Hoblin vs Goblin: Chapter 2

A peaceful path requires hard training and discipline so that you can defend the cause of justice and virtue. Many people have their own beliefs in what is just and right. You will be presented with many circumstances in life where you will have to choose for yourself what is right and what cause to defend. Sometimes the choices will be difficult, but training in both the meditation studio and the martial arts studio should help prepare you for those moments in life.

Both of the two training studios--which are located in Weehawk, a district of the kingdom east of the royal marketplace--is where I train young hopefuls to attain inner peace by training in secret shaolin techniques or to realize the warrior within by learning self-defense styles from the wutang schools. They have both been passed down to me from my master before me, the evil and dreaded Bob Goblin, who studied under his master before him, the peaceful and beloved grandmaster Gob Hoblin.

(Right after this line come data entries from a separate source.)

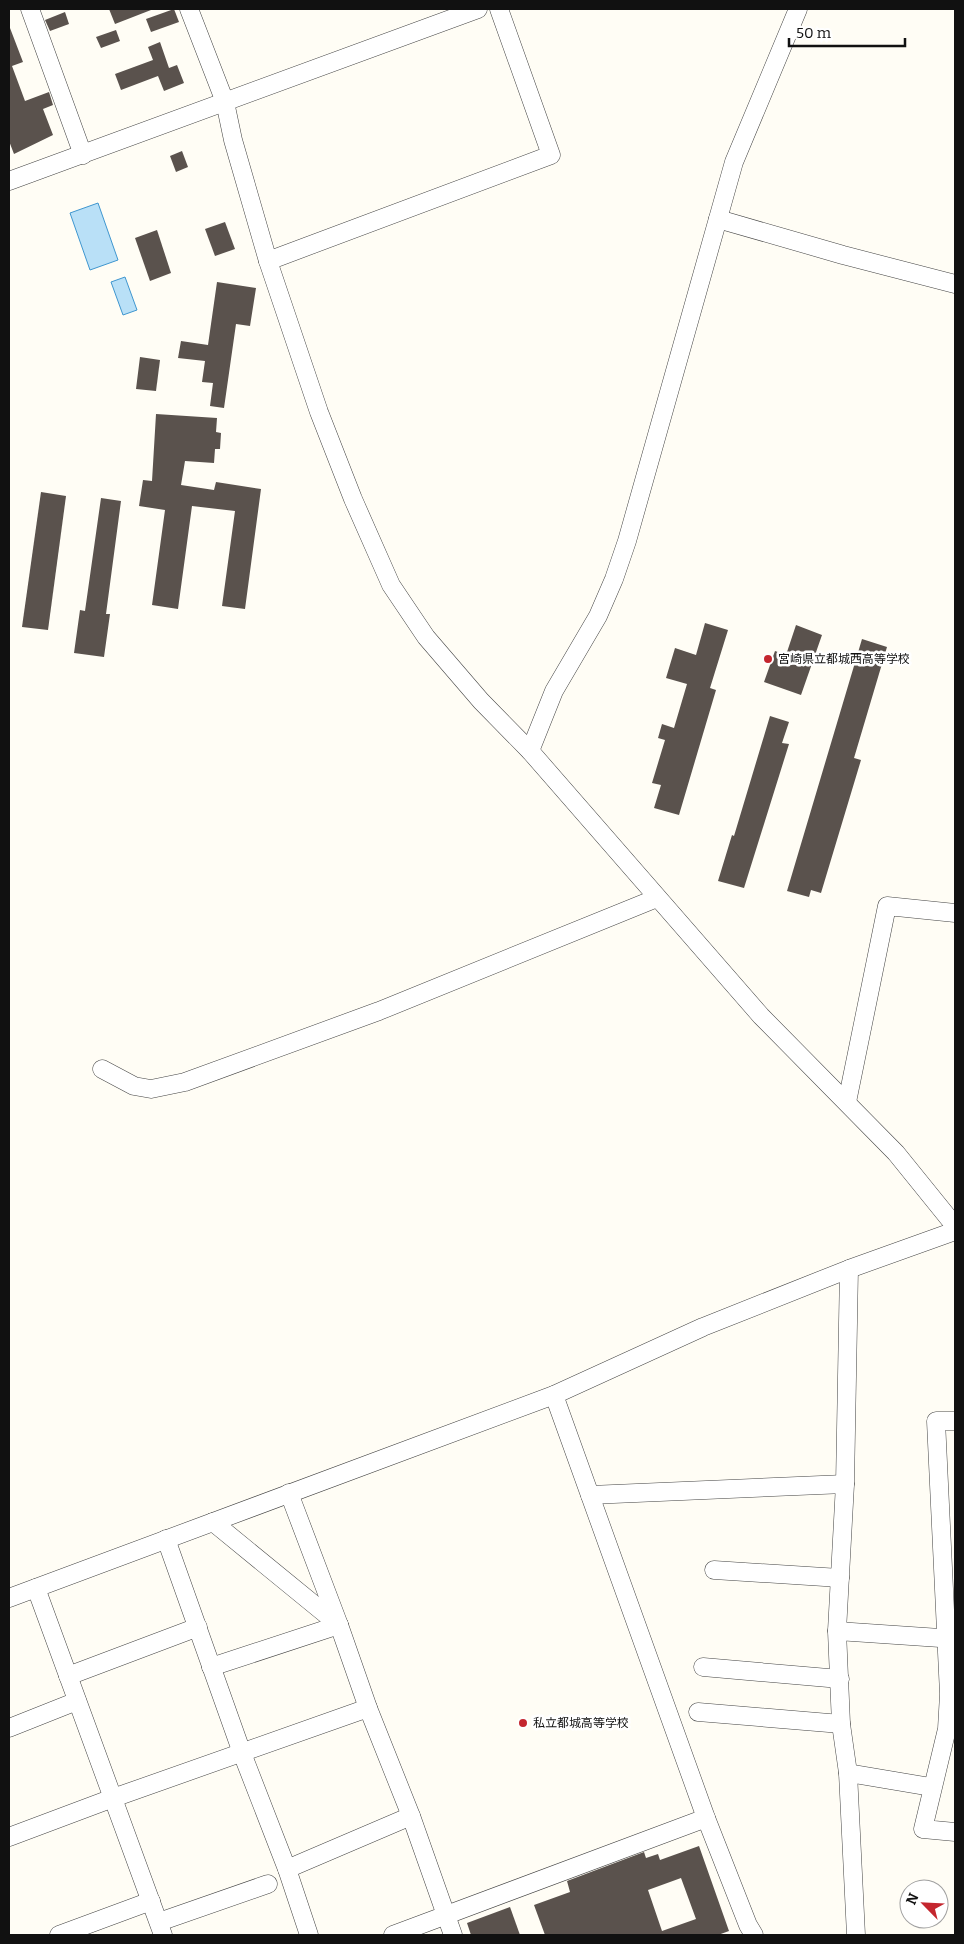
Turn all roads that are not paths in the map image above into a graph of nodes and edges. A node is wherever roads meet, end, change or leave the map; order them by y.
1 (30, 9) edge
2 (189, 9) edge
3 (478, 9) edge
4 (499, 9) edge
5 (798, 9) edge
6 (225, 102) junction
7 (83, 155) junction
8 (9, 182) edge
9 (718, 219) junction
10 (268, 261) junction
11 (955, 284) edge
12 (530, 751) junction
13 (657, 898) junction
14 (955, 913) edge
15 (102, 1069) dead end
16 (847, 1102) junction
17 (955, 1226) edge
18 (955, 1231) edge
19 (849, 1269) junction
20 (554, 1395) junction
21 (955, 1421) edge
22 (845, 1484) junction
23 (288, 1493) junction
24 (590, 1495) junction
25 (213, 1522) junction
26 (166, 1539) junction
27 (949, 1556) edge
28 (714, 1570) dead end
29 (840, 1578) junction
30 (36, 1588) junction
31 (9, 1598) edge
32 (339, 1625) junction
33 (198, 1627) junction
34 (837, 1631) junction
35 (951, 1639) edge
36 (211, 1667) junction
37 (704, 1667) dead end
38 (68, 1676) junction
39 (840, 1679) junction
40 (77, 1701) junction
41 (368, 1708) junction
42 (698, 1712) dead end
43 (841, 1724) junction
44 (9, 1728) edge
45 (951, 1730) edge
46 (242, 1753) junction
47 (848, 1774) junction
48 (931, 1787) junction
49 (113, 1798) junction
50 (411, 1816) junction
51 (706, 1818) junction
52 (955, 1832) edge
53 (9, 1837) edge
54 (286, 1868) junction
55 (268, 1884) dead end
56 (151, 1901) junction
57 (446, 1916) junction
58 (161, 1929) edge
59 (59, 1935) edge
60 (309, 1935) edge
61 (393, 1935) edge
62 (453, 1935) edge
63 (754, 1935) edge
64 (856, 1935) edge

1 - 7 street
2 - 6 street
3 - 6 street
4 - 10 street
5 - 9 street
6 - 7 street
6 - 10 street
7 - 8 street
9 - 11 street
9 - 12 street
10 - 12 street
12 - 13 street
13 - 15 street
13 - 16 street
14 - 16 street
16 - 17 street
18 - 19 street
19 - 20 street
19 - 22 street
20 - 23 street
20 - 24 street
21 - 27 street
22 - 24 street
22 - 29 street
23 - 25 street
23 - 32 street
24 - 51 street
25 - 26 street
25 - 32 street
26 - 30 street
26 - 33 street
27 - 35 street
28 - 29 street
29 - 34 street
30 - 31 street
30 - 38 street
32 - 36 street
32 - 41 street
33 - 36 street
33 - 38 street
34 - 35 street
34 - 39 street
35 - 45 street
36 - 46 street
37 - 39 street
38 - 40 street
39 - 43 street
40 - 44 street
40 - 49 street
41 - 46 street
41 - 50 street
42 - 43 street
43 - 47 street
45 - 48 street
46 - 49 street
46 - 54 street
47 - 48 street
47 - 64 street
48 - 52 street
49 - 53 street
49 - 56 street
50 - 54 street
50 - 57 street
51 - 57 street
51 - 63 street
54 - 60 street
55 - 58 street
56 - 58 street
56 - 59 street
57 - 61 street
57 - 62 street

You have been chosen to learn both styles, so you will learn both aspects of the secret training.
1) inner peace from shaolin techniques, and
2) self-defense from wutang training.
But first, you will train and learn to practice the style you have selected. Both styles require dedication and concentration, and neither can lead to victory without the other. So you must learn both if we are to succeed on your quest to attain zen enlightenment and become the peaceful warrior that currently resides within you as untapped potential. My studios, where my students practice their arts and exercises during class times, or where I practice whenever I have a free moment, have been closed for renovation as of a half a decade (five years) ago, while I sat and meditated in the mountaintop of Mount Astorya, just north of the queen's kingdom. For five years I sat and practiced my shaolin zen meditation until I eventually attained a new plane of zen enlightenment.

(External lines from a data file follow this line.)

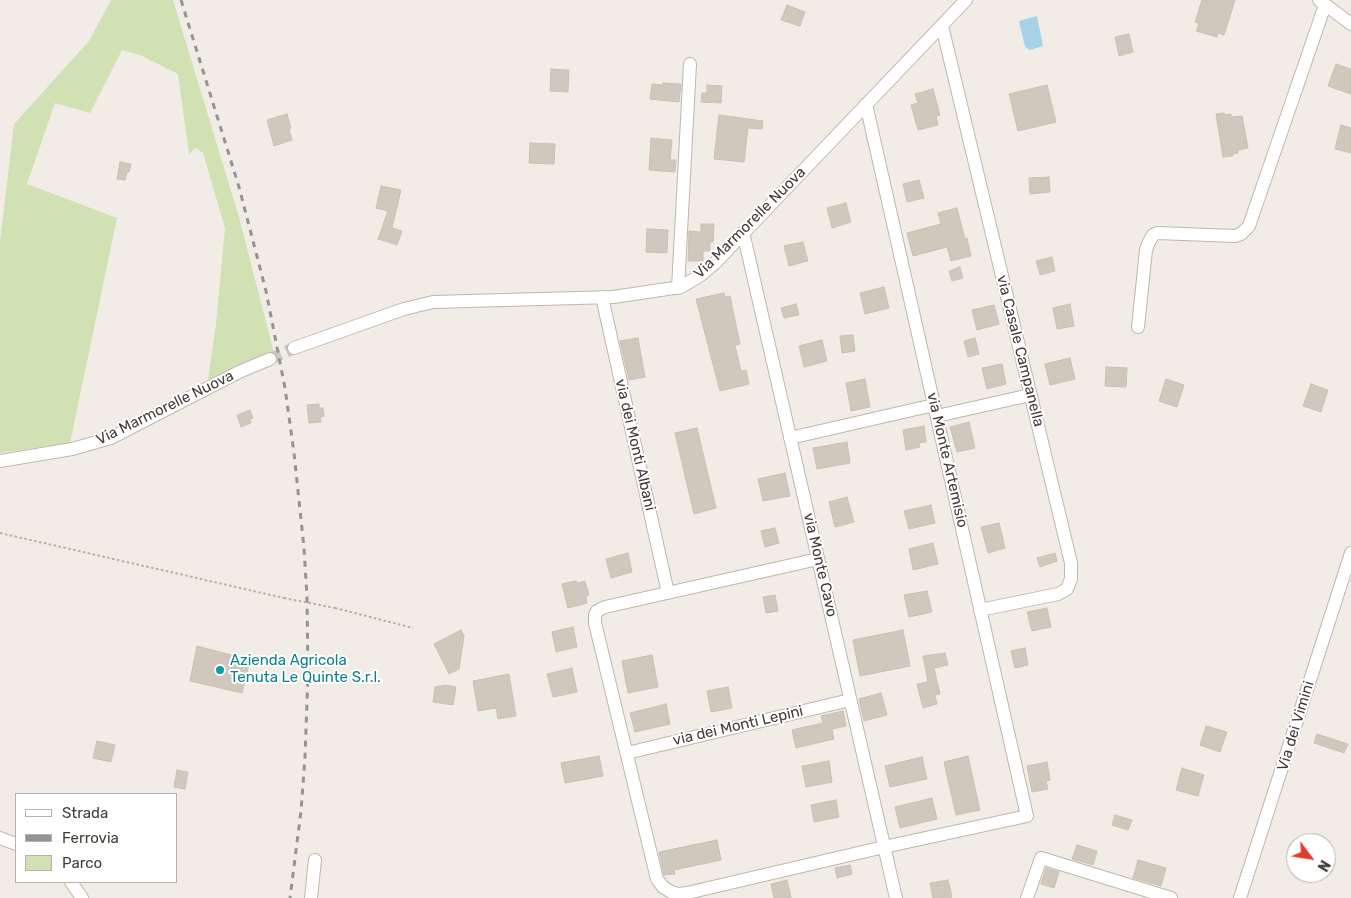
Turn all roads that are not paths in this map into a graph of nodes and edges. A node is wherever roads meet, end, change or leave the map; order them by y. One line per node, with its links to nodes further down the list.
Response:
1 (966, 0): 4 (street, Via Marmorelle Nuova)
2 (1322, 2): 3 (street); 10 (street)
3 (1351, 24)
4 (942, 26): 6 (street, Via Marmorelle Nuova); 13 (street, via Casale Campanella)
5 (690, 64): 8 (street)
6 (866, 104): 7 (street, Via Marmorelle Nuova); 14 (street, via Monte Artemisio)
7 (743, 232): 8 (street, Via Marmorelle Nuova); 15 (street, via Monte Cavo)
8 (678, 288): 9 (street, Via Marmorelle Nuova)
9 (602, 297): 11 (street, Via Marmorelle Nuova); 19 (street, via dei Monti Albani)
10 (1138, 327)
11 (294, 348)
12 (270, 359): 16 (street, Via Marmorelle Nuova)
13 (1030, 395): 14 (street); 20 (street, via Casale Campanella)
14 (935, 410): 15 (street); 20 (street, via Monte Artemisio)
15 (790, 438): 18 (street, via Monte Cavo)
16 (0, 461)
17 (1351, 553): 33 (street, Via dei Vimini)
18 (818, 560): 19 (street); 21 (street, via Monte Cavo)
19 (668, 593): 22 (street)
20 (980, 610): 25 (street, via Monte Artemisio)
21 (850, 700): 22 (street, via dei Monti Lepini); 25 (street, via Monte Cavo)
22 (627, 753): 25 (street)
23 (0, 838): 24 (street)
24 (15, 844)
25 (884, 847): 30 (street, via Monte Cavo)
26 (315, 860): 29 (street)
27 (72, 883): 28 (street)
28 (82, 898)
29 (311, 898)
30 (896, 898)
31 (1027, 898): 32 (street)
32 (1171, 898)
33 (1240, 898)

During that time in meditation on the mountaintop of Astorya, I transcended three new realms of enlightenment and conquered four entranceways into hundreds of different dimensions of reality. As the realms of enlightenment intersect those realities and different angles, I now have a limitless, though truthfully measurable, number of different ways of perceiving my own existence. This is the zen aspect of training. Anybody who can clearly understand the meaning of these words should continue on to kung fu training with no more discussion of zen philosophy.

In kung fu, the battle will be as severe as the battle is in meditation. Both cases require you to conquer your own fears and surpass your own limitations created by those fears. Every student studying martial arts in any form will or has experienced some form of confrontation that made them nervous, anxious, unsure, scared, worried, or any other emotion that can cripple you during moments of high intensity.